You would definitely buy a Cadillac from Elizabeth Banks
He also benefits from working with a pair of terrific actors. If nothing else (though it has plenty else), Love & Mercy confirms what we've suspected all along: Elizabeth Banks is a real talent. With talon-like fake nails that clutch at her bag and a smile that tugs at your heart, Melinda is not a token female savior but a fully realized character, and Banks imbues her with enormous reserves of empathy.

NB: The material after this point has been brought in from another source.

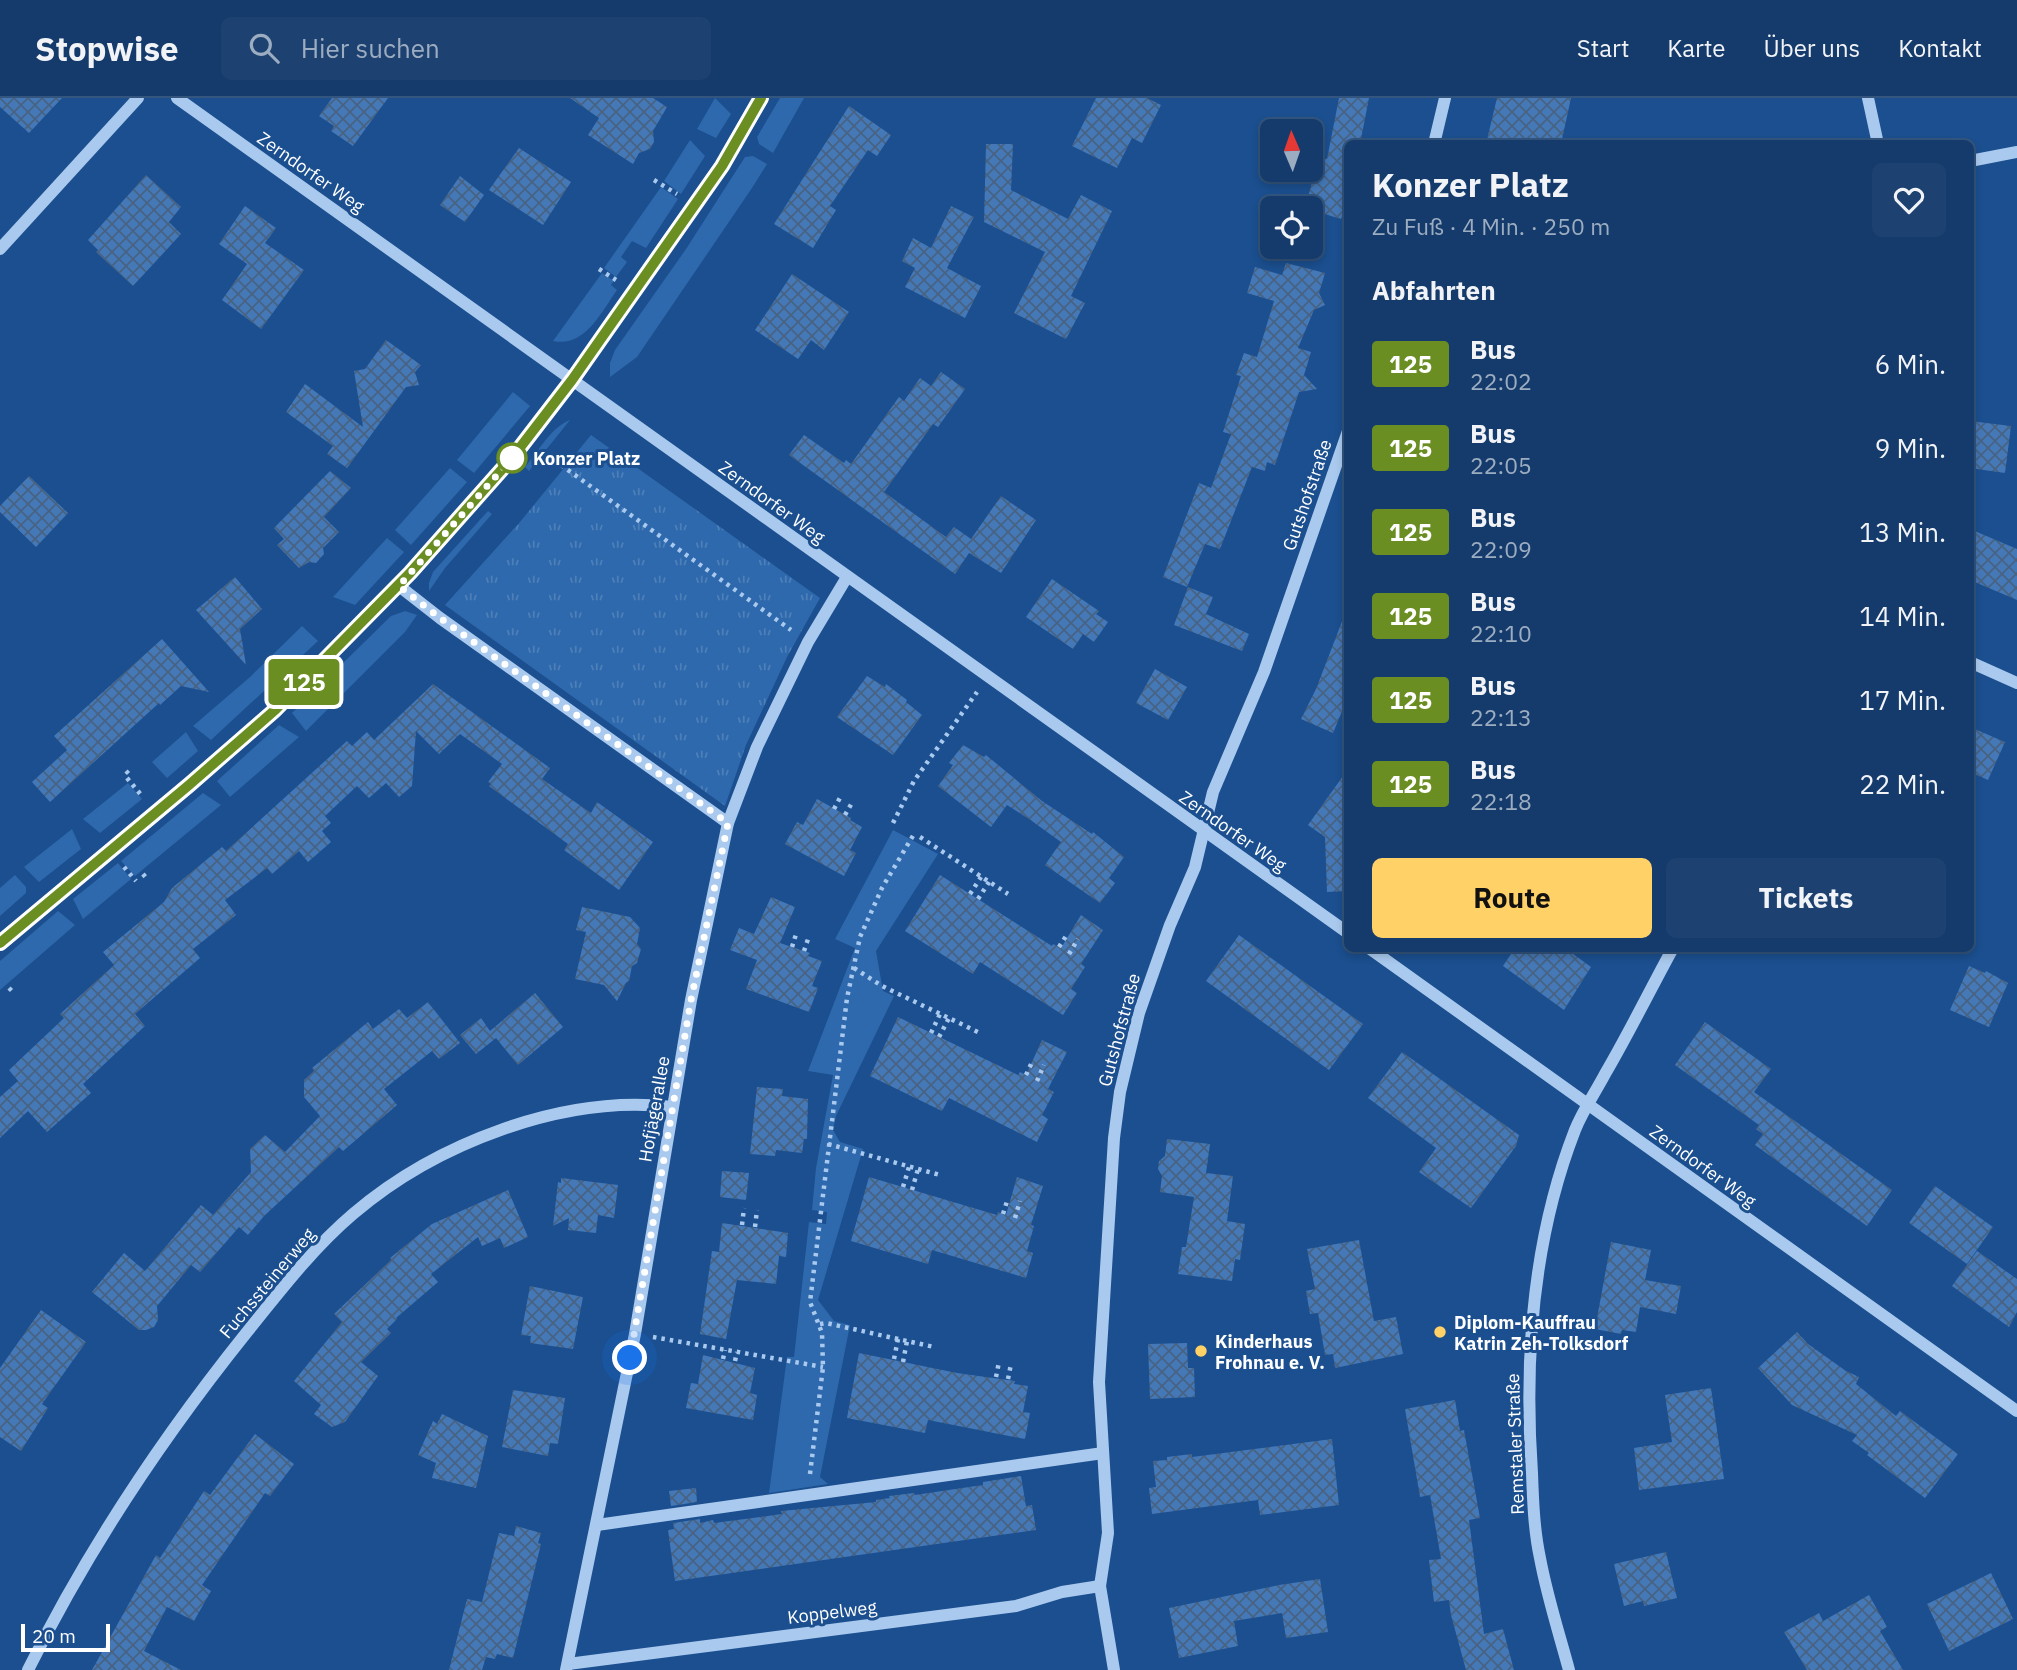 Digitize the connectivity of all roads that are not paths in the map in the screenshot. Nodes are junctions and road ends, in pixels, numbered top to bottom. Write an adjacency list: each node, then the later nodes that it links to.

Even more gratifying, however, at least for this disciple of High Fidelity, is Cusack's quietly devastating performance. Throughout the film, he barely speaks louder than a murmur, but the delicacy of his work—the hunger and loneliness in his eyes, the awkwardness of his body language, the melancholic twinge in his voice—combine to create a singularly persuasive portrayal of a wounded man desperate to break free. Forgive my optimism, but it's a performance that promises that Cusack, in the midst of a prolonged slump, is destined to return to form as the sharp and soulful actor he was always destined to be. Now wouldn't that be nice.